#### [Entries taken from a collection]
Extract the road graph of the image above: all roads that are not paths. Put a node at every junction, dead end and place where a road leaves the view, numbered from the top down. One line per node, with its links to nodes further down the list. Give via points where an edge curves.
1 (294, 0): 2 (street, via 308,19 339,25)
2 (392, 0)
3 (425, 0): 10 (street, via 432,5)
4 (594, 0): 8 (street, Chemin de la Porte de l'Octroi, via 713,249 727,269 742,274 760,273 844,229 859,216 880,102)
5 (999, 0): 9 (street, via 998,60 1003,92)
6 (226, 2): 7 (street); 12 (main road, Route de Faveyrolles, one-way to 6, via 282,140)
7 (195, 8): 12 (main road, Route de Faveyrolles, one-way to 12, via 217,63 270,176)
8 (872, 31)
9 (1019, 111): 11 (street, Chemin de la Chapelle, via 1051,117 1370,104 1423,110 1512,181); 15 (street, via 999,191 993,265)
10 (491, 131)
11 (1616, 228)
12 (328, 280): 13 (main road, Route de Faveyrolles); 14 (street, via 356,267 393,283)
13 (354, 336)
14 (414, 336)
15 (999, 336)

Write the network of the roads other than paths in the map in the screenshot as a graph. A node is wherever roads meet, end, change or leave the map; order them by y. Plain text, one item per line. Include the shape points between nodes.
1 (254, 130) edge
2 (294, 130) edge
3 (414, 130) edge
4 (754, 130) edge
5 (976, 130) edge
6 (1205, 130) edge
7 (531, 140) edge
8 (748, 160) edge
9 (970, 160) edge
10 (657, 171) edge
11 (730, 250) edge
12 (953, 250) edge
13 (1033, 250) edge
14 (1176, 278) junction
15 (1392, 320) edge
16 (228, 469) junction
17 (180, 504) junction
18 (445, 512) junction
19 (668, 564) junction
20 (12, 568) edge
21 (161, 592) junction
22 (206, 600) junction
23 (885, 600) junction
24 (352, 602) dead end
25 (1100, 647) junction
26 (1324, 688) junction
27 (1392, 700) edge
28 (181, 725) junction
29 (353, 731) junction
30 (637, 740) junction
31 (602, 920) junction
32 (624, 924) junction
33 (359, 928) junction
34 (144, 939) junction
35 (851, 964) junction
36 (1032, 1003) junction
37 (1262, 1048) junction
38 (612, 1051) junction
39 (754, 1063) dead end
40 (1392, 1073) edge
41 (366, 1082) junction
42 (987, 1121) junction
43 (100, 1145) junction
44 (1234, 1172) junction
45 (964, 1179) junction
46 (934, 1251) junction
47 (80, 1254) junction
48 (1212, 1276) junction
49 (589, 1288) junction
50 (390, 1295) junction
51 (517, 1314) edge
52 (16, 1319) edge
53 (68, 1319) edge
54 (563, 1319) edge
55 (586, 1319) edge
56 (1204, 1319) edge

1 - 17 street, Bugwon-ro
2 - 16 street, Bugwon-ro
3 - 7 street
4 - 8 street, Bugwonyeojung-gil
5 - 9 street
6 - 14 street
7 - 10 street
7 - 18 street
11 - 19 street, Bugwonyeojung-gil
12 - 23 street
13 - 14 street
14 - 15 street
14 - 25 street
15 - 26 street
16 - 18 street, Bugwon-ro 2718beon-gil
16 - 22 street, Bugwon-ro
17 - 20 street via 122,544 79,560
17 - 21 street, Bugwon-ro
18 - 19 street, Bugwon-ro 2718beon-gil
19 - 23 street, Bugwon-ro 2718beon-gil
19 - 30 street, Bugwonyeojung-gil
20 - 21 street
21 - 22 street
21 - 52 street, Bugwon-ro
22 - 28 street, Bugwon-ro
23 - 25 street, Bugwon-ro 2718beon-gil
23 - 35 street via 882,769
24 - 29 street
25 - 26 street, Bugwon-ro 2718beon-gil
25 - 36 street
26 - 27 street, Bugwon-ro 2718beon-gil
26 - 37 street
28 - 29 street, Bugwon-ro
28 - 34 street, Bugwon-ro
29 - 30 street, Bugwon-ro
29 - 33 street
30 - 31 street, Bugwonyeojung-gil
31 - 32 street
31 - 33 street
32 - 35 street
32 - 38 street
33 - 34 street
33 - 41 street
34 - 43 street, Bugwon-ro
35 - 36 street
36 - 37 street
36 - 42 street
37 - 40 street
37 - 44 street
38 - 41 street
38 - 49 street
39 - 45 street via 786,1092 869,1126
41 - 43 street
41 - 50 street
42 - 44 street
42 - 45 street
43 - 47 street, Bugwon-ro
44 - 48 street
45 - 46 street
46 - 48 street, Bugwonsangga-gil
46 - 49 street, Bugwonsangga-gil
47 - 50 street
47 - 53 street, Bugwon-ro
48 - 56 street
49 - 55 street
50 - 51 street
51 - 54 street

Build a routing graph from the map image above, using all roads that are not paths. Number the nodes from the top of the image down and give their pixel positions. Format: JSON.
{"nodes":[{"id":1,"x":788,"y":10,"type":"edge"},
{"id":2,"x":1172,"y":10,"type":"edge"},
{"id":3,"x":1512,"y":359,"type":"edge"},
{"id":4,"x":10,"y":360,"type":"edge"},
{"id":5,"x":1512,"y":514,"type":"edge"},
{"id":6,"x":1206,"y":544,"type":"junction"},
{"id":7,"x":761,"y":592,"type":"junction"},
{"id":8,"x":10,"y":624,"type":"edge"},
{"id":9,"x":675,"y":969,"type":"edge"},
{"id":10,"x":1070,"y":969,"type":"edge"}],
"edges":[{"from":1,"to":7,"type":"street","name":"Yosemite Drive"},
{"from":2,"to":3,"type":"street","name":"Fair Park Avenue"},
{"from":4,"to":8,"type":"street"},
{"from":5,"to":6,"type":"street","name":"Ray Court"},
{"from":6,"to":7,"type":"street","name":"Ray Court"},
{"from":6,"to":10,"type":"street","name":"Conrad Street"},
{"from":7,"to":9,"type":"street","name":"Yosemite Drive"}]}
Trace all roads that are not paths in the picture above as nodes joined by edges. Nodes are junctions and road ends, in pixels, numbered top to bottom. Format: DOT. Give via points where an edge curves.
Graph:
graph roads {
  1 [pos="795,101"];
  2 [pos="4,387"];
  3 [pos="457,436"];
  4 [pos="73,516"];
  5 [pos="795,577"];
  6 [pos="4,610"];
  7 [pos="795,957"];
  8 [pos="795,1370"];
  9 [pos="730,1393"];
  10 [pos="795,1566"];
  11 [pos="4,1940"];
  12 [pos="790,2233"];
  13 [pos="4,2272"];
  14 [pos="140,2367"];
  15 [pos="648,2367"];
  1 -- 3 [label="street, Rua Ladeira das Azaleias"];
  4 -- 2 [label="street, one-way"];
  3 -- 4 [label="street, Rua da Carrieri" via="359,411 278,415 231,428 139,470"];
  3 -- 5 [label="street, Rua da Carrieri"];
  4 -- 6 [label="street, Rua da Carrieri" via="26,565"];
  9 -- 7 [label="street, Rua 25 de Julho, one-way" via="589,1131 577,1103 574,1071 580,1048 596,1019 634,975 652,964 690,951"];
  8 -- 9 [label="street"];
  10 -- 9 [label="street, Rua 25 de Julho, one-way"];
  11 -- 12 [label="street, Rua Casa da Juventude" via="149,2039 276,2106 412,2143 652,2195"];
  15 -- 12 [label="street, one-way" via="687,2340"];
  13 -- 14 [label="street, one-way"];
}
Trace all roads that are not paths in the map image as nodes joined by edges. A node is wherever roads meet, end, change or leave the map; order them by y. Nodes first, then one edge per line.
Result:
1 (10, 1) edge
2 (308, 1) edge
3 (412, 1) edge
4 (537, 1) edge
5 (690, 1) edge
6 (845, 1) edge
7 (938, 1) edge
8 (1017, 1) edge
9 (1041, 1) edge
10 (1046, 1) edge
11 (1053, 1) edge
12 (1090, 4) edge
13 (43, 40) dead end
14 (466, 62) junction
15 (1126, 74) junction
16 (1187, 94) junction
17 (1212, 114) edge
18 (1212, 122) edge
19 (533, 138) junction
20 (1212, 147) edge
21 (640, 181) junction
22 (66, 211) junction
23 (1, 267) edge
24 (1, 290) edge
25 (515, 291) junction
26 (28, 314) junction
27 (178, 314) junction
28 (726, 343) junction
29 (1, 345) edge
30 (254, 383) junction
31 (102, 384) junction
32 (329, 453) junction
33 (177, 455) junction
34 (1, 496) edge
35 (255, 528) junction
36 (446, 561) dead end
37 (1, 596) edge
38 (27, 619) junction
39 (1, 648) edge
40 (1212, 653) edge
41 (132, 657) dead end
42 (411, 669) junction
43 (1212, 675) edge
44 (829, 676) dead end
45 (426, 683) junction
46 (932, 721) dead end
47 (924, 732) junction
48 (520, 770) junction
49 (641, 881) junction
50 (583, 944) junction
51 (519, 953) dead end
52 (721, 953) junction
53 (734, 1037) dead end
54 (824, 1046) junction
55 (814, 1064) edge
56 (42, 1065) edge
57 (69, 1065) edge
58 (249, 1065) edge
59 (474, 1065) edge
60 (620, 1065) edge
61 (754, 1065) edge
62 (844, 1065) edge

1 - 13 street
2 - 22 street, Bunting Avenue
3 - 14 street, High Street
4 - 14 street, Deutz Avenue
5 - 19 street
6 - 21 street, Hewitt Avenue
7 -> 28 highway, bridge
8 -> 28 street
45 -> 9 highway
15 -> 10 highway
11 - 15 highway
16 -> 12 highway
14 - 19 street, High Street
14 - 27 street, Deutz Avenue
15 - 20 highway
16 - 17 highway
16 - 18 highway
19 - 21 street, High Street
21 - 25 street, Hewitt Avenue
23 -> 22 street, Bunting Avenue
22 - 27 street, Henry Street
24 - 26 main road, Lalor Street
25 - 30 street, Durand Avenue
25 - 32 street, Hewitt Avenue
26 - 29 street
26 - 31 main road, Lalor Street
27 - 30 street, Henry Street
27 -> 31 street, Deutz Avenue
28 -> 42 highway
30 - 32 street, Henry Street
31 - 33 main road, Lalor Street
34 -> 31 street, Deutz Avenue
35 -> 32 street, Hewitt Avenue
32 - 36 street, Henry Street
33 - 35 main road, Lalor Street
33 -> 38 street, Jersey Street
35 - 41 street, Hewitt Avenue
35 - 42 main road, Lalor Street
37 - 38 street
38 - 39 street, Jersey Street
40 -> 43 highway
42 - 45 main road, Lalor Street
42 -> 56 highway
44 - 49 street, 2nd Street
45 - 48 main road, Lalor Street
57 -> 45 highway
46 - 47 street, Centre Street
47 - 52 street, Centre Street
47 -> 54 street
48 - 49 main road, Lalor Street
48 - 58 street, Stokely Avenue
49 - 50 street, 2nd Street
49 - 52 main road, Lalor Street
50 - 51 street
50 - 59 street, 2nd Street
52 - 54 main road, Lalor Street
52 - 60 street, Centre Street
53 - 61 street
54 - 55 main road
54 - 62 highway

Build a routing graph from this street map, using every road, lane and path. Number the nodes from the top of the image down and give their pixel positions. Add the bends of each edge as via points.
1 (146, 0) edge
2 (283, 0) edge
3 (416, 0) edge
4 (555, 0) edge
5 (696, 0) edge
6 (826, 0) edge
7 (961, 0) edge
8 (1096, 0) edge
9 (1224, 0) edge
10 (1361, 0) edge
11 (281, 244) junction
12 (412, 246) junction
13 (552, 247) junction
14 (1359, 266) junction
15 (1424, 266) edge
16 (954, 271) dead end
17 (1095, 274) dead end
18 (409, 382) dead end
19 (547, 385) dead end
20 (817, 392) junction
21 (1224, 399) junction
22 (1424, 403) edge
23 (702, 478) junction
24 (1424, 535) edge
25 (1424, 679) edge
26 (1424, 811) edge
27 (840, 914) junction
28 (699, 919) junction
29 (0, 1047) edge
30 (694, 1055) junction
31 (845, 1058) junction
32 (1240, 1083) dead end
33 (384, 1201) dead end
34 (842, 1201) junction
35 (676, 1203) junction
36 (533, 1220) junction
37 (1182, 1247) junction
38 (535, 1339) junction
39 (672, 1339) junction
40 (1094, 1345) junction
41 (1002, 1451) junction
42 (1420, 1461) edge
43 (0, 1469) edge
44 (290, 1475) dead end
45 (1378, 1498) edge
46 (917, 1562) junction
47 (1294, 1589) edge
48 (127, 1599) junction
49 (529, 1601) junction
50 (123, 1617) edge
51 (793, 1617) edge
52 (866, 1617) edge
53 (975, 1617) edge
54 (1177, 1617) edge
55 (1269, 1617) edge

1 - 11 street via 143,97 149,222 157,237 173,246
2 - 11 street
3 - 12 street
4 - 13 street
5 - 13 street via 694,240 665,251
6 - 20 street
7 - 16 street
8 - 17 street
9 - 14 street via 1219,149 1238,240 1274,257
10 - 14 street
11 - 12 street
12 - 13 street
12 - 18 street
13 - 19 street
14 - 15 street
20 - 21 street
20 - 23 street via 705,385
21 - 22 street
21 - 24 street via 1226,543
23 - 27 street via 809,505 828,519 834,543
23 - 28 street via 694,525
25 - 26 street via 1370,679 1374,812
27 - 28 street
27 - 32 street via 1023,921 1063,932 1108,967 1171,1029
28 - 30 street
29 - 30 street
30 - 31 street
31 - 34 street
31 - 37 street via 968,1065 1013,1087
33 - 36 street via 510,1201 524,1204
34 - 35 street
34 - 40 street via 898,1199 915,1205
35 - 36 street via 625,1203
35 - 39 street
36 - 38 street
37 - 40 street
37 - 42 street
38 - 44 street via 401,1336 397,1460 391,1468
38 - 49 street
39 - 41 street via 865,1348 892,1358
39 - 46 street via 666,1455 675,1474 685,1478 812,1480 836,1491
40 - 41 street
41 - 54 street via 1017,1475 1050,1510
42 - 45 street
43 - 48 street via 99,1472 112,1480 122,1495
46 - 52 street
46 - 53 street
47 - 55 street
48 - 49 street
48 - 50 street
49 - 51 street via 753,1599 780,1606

#### [Exercise]
Within the data above, count the lines that contain the string "Chemin"; the reply is the number alone.

#### [Result]
2